Переписываясь в начале 1888 года с Григоровичем относительно подаренного им сюжета – самоубийства русского юноши, Чехов попытался с естественно-научной объективностью рассмотреть те причины, какие влекут к этим трагическим финалам.

«Самоубийство Вашего русского юноши, по моему мнению, есть явление, Европе незнакомое, специфическое. Оно составляет результат страшной борьбы, возможной только в России. Вся энергия художника должна быть обращена на две силы: человек и природа. С одной стороны, физическая слабость, нервность, ранняя половая зрелость, страстная жажда жизни и правды, мечты о широкой, как степь, деятельности, беспокойный анализ, бедность знаний рядом с широким полетом мысли; с другой – необъятная равнина, суровый климат, серый, суровый народ со своей тяжелой, холодной историей, татарщина, чиновничество, бедность, невежество, сырость столиц, славянская апатия и проч.

…Русская жизнь бьет русского человека так, что мокрого места не остается, бьет на манер тысячепудового камня».

В основе этого рассуждения личный опыт: Чехов исчисляет все те беды, препятствия и неблагоприятные условия, с какими ему выпало смолоду столкнуться. «Татарщина, чиновничество, бедность, невежество, сырость столиц, славянская апатия…» – все это пришлось преодолевать ему в Таганроге, а потом в Москве, вокруг себя и в себе. На его глазах, не одолев глухого сопротивления будничной жизни, легко склонявшей к разбросанности, пьянству, потере достоинства, лени и суете, погибал талант его незаурядных братьев – Николая и Александра.

В «Чайке» Чехов еще раз обдумывал стоящий перед ним с юности вопрос о роковой взаимной зависимости таланта и характера, шире – надежной способности сопротивления человека давлению жизни. И о цели в искусстве.

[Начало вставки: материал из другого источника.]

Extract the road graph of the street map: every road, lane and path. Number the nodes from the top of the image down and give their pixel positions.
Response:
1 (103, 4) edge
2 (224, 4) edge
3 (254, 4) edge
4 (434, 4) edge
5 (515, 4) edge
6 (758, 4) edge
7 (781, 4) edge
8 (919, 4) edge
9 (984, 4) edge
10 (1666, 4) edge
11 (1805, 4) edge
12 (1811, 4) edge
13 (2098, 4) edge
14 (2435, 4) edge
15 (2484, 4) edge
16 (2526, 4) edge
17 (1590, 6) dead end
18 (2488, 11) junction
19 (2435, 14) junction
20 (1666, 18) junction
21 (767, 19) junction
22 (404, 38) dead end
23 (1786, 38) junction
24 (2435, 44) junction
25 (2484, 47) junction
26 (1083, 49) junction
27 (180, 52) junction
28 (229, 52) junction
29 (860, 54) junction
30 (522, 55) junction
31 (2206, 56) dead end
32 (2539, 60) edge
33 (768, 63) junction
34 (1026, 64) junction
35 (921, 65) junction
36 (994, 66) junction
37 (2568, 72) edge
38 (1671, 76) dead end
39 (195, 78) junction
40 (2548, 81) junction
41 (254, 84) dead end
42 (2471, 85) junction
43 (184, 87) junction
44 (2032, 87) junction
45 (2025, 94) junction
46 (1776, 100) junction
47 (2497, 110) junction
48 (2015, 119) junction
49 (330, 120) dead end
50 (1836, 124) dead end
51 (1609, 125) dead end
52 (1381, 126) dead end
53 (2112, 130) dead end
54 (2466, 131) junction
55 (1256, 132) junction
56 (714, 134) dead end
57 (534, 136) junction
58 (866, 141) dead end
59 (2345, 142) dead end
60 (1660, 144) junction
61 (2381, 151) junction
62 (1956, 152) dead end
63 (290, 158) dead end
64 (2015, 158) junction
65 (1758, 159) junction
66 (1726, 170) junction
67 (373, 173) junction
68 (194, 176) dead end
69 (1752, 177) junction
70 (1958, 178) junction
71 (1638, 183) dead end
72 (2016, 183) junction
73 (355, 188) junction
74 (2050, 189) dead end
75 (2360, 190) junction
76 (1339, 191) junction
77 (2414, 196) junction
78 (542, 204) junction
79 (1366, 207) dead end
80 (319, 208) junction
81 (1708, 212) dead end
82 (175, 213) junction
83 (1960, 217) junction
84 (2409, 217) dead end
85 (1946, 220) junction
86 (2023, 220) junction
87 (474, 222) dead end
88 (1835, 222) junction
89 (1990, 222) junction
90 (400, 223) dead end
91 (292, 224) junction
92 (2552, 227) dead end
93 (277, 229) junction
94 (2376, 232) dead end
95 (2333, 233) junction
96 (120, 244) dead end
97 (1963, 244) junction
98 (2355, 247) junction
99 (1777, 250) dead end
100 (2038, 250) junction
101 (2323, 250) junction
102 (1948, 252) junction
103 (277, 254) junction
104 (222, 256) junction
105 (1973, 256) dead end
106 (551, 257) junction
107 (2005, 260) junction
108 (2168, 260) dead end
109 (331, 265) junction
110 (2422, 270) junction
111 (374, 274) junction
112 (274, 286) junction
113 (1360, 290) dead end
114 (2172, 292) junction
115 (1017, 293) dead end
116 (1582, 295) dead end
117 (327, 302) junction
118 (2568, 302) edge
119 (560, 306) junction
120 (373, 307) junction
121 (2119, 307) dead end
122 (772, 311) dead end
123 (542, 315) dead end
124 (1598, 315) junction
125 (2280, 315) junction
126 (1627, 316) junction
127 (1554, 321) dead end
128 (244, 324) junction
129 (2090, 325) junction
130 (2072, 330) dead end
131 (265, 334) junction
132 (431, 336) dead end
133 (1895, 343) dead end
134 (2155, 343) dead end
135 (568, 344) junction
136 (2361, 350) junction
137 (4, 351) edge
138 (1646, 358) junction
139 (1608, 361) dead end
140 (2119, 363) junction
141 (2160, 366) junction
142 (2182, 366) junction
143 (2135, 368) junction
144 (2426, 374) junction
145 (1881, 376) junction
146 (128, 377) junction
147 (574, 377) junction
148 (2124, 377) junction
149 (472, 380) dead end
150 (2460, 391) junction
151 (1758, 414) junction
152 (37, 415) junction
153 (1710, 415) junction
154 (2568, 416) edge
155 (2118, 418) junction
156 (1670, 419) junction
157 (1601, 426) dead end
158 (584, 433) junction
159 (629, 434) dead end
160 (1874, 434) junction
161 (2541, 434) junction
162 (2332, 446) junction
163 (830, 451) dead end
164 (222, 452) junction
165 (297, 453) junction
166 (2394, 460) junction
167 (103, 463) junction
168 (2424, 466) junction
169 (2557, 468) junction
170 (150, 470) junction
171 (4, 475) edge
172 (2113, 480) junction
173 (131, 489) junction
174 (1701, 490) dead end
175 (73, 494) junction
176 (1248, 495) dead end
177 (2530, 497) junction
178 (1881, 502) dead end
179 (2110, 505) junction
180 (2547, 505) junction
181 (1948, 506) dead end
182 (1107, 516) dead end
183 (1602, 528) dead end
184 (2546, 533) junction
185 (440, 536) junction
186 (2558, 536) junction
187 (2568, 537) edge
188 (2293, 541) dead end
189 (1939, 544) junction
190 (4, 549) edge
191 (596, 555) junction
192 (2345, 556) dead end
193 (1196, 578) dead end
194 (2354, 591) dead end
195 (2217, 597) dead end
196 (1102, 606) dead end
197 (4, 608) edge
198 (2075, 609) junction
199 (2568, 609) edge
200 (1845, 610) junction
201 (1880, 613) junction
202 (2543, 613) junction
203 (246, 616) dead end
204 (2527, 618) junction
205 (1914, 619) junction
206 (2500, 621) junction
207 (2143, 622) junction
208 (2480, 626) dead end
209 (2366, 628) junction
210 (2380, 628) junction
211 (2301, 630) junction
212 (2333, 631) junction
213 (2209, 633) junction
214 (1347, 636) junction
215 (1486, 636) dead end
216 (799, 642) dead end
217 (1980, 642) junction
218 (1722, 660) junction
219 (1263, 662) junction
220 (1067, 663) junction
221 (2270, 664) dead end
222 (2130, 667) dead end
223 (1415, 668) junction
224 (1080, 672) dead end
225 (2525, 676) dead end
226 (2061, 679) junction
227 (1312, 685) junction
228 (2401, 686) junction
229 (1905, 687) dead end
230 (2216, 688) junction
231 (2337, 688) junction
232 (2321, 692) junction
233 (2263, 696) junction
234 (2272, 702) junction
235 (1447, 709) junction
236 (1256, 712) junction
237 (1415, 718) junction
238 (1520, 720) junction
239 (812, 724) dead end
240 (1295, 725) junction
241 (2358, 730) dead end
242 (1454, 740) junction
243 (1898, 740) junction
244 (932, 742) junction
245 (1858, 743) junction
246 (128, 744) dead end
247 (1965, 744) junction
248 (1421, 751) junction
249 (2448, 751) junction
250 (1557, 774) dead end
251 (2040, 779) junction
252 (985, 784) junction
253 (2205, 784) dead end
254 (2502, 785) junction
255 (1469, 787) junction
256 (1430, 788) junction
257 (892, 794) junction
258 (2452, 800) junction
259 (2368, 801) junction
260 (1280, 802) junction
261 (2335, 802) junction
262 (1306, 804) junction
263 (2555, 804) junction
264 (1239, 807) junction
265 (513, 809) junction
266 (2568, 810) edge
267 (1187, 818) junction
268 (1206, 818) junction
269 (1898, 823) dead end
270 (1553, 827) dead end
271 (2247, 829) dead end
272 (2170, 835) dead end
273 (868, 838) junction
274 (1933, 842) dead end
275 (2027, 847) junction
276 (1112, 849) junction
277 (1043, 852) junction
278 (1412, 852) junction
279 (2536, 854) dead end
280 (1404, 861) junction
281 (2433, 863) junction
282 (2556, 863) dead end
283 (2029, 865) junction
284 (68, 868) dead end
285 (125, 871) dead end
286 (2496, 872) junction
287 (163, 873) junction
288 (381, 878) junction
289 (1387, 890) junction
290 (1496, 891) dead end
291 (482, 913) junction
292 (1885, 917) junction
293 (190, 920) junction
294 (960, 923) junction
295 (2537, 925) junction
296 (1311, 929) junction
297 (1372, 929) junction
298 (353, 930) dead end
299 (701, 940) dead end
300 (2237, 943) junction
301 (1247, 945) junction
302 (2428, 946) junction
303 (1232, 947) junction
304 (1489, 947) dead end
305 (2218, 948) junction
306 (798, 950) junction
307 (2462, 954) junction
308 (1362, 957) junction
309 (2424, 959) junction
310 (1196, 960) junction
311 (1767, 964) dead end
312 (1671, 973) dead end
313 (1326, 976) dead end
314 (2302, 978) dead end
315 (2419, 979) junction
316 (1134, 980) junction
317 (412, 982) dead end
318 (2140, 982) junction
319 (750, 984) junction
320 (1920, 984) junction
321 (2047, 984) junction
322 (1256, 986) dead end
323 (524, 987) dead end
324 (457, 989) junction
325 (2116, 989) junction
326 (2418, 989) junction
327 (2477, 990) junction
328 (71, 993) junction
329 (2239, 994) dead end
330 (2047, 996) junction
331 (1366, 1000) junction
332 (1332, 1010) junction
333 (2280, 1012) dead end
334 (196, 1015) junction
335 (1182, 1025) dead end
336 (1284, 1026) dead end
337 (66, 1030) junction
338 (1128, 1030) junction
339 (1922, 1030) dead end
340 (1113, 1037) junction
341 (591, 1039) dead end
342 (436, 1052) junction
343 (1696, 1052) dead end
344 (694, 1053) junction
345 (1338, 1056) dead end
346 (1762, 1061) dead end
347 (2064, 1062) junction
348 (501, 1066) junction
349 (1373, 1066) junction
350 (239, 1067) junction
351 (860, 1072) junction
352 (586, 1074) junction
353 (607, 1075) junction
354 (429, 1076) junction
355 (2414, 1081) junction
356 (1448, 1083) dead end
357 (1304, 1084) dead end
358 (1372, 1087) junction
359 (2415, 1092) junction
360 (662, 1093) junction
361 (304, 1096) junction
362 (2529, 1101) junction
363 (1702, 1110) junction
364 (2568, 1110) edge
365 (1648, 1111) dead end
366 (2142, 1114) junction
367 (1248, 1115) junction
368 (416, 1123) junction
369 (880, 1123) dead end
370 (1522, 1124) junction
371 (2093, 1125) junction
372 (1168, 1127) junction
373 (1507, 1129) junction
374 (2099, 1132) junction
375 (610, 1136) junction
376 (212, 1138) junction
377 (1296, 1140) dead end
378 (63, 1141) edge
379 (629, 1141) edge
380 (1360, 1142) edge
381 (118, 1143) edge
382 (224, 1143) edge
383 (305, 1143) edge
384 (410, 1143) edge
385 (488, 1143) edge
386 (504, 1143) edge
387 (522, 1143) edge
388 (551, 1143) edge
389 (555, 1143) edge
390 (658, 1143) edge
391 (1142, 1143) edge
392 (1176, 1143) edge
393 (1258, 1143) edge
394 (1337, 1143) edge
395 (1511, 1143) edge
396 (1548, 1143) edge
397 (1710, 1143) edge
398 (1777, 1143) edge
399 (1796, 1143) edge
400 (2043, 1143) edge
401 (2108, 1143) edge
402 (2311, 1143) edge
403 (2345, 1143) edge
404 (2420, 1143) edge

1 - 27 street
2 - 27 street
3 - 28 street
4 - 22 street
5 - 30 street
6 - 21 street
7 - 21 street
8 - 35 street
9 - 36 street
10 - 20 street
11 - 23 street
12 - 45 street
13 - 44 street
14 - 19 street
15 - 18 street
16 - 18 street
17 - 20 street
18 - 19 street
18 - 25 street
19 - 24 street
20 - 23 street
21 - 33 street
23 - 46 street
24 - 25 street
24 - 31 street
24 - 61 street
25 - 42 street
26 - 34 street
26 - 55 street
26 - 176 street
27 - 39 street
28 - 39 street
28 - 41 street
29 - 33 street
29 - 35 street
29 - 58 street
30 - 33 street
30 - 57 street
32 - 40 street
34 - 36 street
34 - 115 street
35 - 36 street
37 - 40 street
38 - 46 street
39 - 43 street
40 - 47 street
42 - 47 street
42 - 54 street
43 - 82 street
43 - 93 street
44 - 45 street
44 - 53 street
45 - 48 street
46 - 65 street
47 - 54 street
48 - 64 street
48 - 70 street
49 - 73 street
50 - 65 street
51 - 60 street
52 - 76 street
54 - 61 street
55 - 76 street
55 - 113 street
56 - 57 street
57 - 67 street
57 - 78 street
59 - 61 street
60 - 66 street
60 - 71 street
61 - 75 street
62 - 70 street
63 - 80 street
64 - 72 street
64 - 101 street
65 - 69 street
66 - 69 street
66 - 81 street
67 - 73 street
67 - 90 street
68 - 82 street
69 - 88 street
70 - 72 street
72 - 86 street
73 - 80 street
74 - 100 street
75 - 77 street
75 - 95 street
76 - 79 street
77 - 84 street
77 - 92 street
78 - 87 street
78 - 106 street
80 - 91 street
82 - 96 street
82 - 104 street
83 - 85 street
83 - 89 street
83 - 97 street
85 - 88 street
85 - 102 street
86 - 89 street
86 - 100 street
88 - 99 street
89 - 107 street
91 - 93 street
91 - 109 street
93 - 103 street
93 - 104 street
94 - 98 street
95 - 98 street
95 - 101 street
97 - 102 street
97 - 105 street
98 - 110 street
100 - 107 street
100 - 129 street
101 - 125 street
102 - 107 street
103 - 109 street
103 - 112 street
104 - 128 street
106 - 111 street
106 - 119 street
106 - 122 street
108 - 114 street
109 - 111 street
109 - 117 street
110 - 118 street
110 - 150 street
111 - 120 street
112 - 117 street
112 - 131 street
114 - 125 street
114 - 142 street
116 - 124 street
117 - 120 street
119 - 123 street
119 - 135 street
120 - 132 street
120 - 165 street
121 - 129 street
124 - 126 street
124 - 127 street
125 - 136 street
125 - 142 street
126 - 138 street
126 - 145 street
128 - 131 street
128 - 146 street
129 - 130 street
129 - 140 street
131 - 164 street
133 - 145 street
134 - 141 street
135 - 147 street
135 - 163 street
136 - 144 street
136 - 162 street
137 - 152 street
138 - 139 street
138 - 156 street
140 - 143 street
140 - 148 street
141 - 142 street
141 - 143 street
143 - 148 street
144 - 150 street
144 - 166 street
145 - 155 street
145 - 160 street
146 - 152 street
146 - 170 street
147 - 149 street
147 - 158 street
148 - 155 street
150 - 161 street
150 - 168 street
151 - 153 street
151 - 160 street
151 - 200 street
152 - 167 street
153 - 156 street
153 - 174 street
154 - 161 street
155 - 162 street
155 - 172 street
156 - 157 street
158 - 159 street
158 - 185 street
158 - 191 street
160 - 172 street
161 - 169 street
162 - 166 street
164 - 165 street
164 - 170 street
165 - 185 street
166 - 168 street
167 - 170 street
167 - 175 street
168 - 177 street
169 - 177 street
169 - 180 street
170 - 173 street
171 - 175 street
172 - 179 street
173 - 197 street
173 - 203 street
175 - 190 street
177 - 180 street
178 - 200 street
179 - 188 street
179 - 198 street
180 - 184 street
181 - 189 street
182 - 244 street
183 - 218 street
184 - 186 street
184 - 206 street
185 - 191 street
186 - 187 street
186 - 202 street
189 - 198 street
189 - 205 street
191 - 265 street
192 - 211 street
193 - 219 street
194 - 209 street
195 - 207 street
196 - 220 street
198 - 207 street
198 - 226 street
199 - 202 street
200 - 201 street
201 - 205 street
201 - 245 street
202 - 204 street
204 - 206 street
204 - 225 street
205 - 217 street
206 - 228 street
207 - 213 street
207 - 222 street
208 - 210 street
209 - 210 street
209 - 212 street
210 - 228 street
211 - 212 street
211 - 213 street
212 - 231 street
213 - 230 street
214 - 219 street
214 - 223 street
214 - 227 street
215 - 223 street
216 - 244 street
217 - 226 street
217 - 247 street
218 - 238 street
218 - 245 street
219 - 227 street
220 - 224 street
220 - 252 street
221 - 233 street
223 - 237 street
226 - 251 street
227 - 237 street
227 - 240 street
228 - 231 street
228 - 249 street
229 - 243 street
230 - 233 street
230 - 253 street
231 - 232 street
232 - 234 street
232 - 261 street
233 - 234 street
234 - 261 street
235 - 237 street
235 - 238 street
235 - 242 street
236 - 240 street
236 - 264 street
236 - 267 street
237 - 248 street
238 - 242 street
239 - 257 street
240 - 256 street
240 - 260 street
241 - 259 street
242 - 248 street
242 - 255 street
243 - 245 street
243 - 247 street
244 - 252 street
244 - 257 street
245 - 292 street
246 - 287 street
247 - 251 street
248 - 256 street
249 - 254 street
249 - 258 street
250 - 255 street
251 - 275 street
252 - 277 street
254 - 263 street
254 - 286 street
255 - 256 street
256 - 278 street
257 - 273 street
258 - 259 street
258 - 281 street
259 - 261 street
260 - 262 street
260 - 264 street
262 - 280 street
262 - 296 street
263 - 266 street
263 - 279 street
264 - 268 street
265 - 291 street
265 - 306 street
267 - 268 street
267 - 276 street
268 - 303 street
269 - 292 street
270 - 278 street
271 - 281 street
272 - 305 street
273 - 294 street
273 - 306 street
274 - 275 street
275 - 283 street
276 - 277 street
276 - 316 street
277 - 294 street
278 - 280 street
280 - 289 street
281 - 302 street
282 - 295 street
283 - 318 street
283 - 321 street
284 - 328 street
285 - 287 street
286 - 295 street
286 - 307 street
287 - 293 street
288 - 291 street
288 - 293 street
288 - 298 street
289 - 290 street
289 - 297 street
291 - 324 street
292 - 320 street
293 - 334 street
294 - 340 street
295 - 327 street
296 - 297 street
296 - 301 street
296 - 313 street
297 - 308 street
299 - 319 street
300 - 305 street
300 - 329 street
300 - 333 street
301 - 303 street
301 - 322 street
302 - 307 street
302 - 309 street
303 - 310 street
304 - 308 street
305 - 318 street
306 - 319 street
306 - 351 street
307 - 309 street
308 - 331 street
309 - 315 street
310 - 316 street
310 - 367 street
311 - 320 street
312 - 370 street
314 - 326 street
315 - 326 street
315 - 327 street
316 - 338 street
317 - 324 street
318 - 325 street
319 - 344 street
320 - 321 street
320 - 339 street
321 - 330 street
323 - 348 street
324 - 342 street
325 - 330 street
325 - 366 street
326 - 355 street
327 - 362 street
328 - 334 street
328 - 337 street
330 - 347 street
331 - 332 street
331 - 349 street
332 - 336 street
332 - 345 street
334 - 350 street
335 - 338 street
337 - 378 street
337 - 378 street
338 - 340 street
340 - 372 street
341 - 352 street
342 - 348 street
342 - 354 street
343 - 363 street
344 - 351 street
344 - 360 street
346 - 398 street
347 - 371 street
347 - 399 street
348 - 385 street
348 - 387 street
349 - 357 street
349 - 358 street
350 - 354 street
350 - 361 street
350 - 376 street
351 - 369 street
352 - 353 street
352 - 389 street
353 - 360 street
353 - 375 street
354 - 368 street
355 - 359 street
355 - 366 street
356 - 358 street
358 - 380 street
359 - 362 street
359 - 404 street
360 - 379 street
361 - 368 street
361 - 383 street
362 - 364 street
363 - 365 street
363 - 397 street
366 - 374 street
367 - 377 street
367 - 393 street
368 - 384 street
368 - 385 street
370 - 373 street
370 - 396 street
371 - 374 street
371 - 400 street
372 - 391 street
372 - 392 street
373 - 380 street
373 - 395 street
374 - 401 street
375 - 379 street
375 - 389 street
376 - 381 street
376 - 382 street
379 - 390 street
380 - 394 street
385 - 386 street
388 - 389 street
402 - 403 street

В записной книжке, где впервые забрезжил замысел «Чайки», читаем: «Треплев не имеет определенных целей, и это его погубило… Талант его погубил» (Записная книжка II. С. 37). Последнее слово, кажется, недописано: мельчайшая скоропись Чехова как бы сглатывала конец фразы. Надо, по-видимому, читать: «…это его погубило… Талант его погубило». То есть не талант губит человека, а отсутствие целей губит талант.

Целей, во всяком случае удовлетворяющих его целей, нет у Тригорина. В этом смысле он разделяет упрек, обращенный совсем недавно, в 1892 году, Чеховым к себе и всему своему литературному поколению «Мы пишем жизнь такою, какая она есть, а дальше – ни тпру ни ну… Дальше нас хоть плетями стегайте. У нас нет ни ближайших, ни отдаленных целей, и в нашей душе хоть шаром покати. Политики у нас нет, в революцию мы не верим, Бога нет, привидений не боимся, а я лично даже смерти и слепоты не боюсь. Кто ничего не хочет, ни на что не надеется и ничего не боится, тот не может быть художником» (из письма А.С. Суворину от 25 ноября 1892 года). Приговор наверняка слишком крутой по отношению к себе, но справедливый ко всему литературному поколению, к какому относится Тригорин. И та же максималистская мысль: отсутствие целей губит талант, лишает возможности быть художником.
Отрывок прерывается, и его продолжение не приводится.